File Management
Aims of File Management Subsystem
- Organize layout of data within FS.
- Handle mapping from database ID to file address.
- Transfer blocks of data between buffer pool and FS.
- Attempts to handle file access error problems.
Typical DBMS file management subsystems build on top of OS file operations.
DBMS File Organization
Different DBMS make different choices when arranging DB objects in the FS. Examples:
- By-pass the FS and use a raw disk partition.
- Have a single very large file containing all DB data.
- Have several large files, with tables spread across them.
- Have multiple data files, one for each table.
- Have multiple files for each table.
- Etc.
Single-file DBMS (E.g.

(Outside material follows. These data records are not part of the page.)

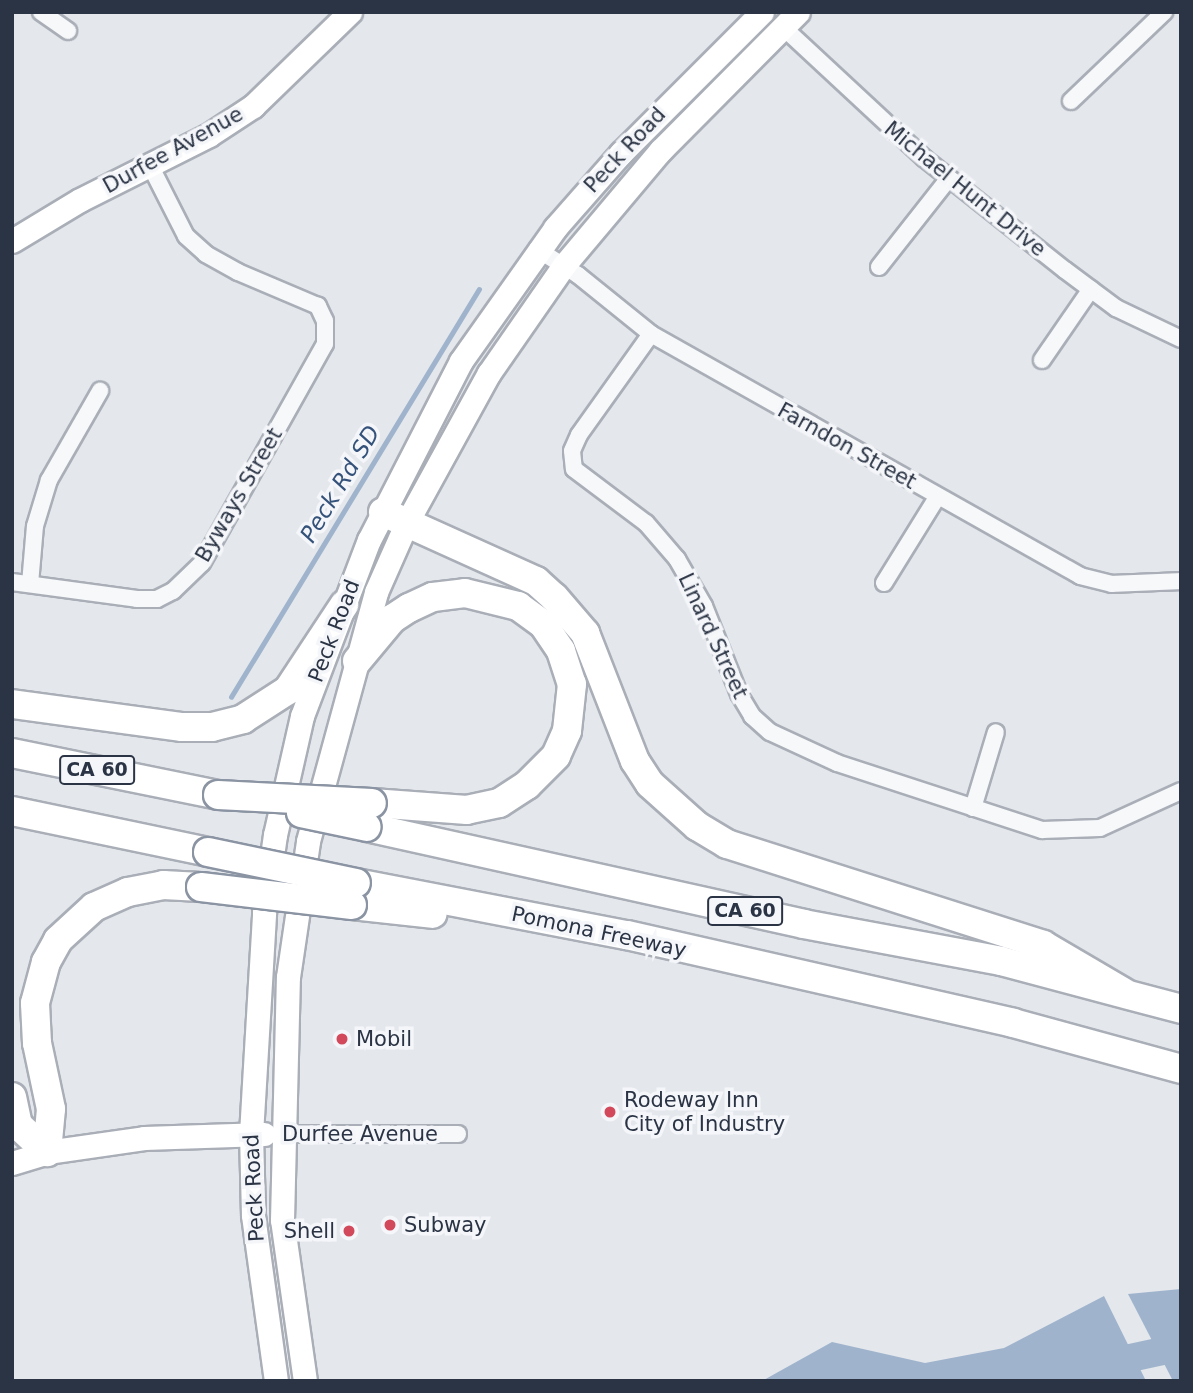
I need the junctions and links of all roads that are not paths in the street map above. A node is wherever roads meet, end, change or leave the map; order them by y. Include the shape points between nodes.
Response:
1 (41, 12) edge
2 (350, 12) edge
3 (762, 12) edge
4 (1164, 12) edge
5 (783, 17) edge
6 (68, 32) dead end
7 (1071, 101) dead end
8 (151, 167) junction
9 (949, 178) junction
10 (12, 241) edge
11 (537, 249) junction
12 (564, 264) junction
13 (878, 267) dead end
14 (1091, 289) junction
15 (651, 334) junction
16 (1181, 339) edge
17 (1042, 360) dead end
18 (100, 391) dead end
19 (938, 496) junction
20 (395, 517) junction
21 (1181, 581) edge
22 (12, 582) edge
23 (884, 583) dead end
24 (30, 584) junction
25 (344, 605) junction
26 (357, 661) junction
27 (12, 704) edge
28 (996, 732) dead end
29 (12, 753) edge
30 (1181, 791) edge
31 (973, 808) junction
32 (12, 811) edge
33 (369, 815) junction
34 (354, 894) junction
35 (1123, 992) junction
36 (1181, 1009) edge
37 (1181, 1069) edge
38 (12, 1097) edge
39 (251, 1134) junction
40 (281, 1134) junction
41 (458, 1134) dead end
42 (47, 1153) junction
43 (12, 1163) edge
44 (276, 1381) edge
45 (305, 1381) edge

1 - 6 street
2 - 8 main road, Durfee Avenue via 253,106
3 - 11 main road, Peck Road via 621,153
4 - 7 street
5 - 9 street, Michael Hunt Drive
5 - 12 main road, Peck Road
8 - 10 main road, Durfee Avenue via 80,200
8 - 24 street, Byways Street via 186,236 206,254 311,301 325,321 325,344 189,579 157,598
9 - 13 street
9 - 14 street, Michael Hunt Drive
11 - 12 street, Farndon Street
11 - 20 main road, Peck Road via 461,361
12 - 15 street, Farndon Street
12 - 20 main road, Peck Road
14 - 16 street, Michael Hunt Drive via 1116,308
14 - 17 street
15 - 19 street, Farndon Street
15 - 31 street, Linard Street via 579,435 572,451 574,469 646,523 677,559 704,606 751,716 770,732 837,763
18 - 24 street via 42,499
19 - 21 street, Farndon Street via 1080,576 1112,584
19 - 23 street
20 - 25 main road, Peck Road
20 - 26 main road, Peck Road
20 - 35 highway via 536,581 573,616 635,761 650,784 697,826 727,844 1043,945
22 - 24 street, Byways Street
25 - 27 highway via 288,690 243,719 212,727 182,727
25 - 39 main road, Peck Road via 302,716 275,835 258,978
26 - 33 highway via 393,619 409,608 433,597 465,593 517,606 543,624 561,651 572,684 567,731 556,757 527,785 499,803 467,810
26 - 40 main road, Peck Road via 308,841 288,977
28 - 31 street
29 - 33 highway, CA 60, bridge via 218,795
30 - 31 street, Linard Street via 1127,819 1074,832 1042,830
32 - 34 highway, Pomona Freeway / CA 60, bridge via 208,852
33 - 35 highway, CA 60 via 804,924 1001,961
34 - 37 highway, Pomona Freeway / CA 60 via 627,935 1013,1023
34 - 42 highway, bridge via 163,886 128,891 94,907 58,940 46,962 36,1003 37,1043 51,1109
35 - 36 highway, CA 60
38 - 42 highway via 18,1125
39 - 40 main road, Durfee Avenue
39 - 42 main road, Durfee Avenue via 144,1138
39 - 44 main road, Peck Road via 253,1215
40 - 41 street, Durfee Avenue
40 - 45 main road, Peck Road via 285,1257
42 - 43 main road, Durfee Avenue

SQLite)
Objects are are allocated to regions (segments) of the file. If an object grows too large for allocated segment, allocate an extension.
Allocating space in Unix files is easy:
- Seek to the place you want and write the data.
- If nothing there already, data is appended to the file.
- If something there already, it gets overwritten.
If seek goes way beyond end of file:
- Unix does not (yet) allocate disk space for the “hole”.
- Allocate disk storage only when data is written there.
Example Layout
SpaceMap = [ (0,10,U), (10,10,U), (20,600,U), (620,100,U), (720,20,F) ]
TableMap = [ ("employee",20,500), ("project",620,40) ]
Pages
Each file segment consists of a number of fixed-size blocks.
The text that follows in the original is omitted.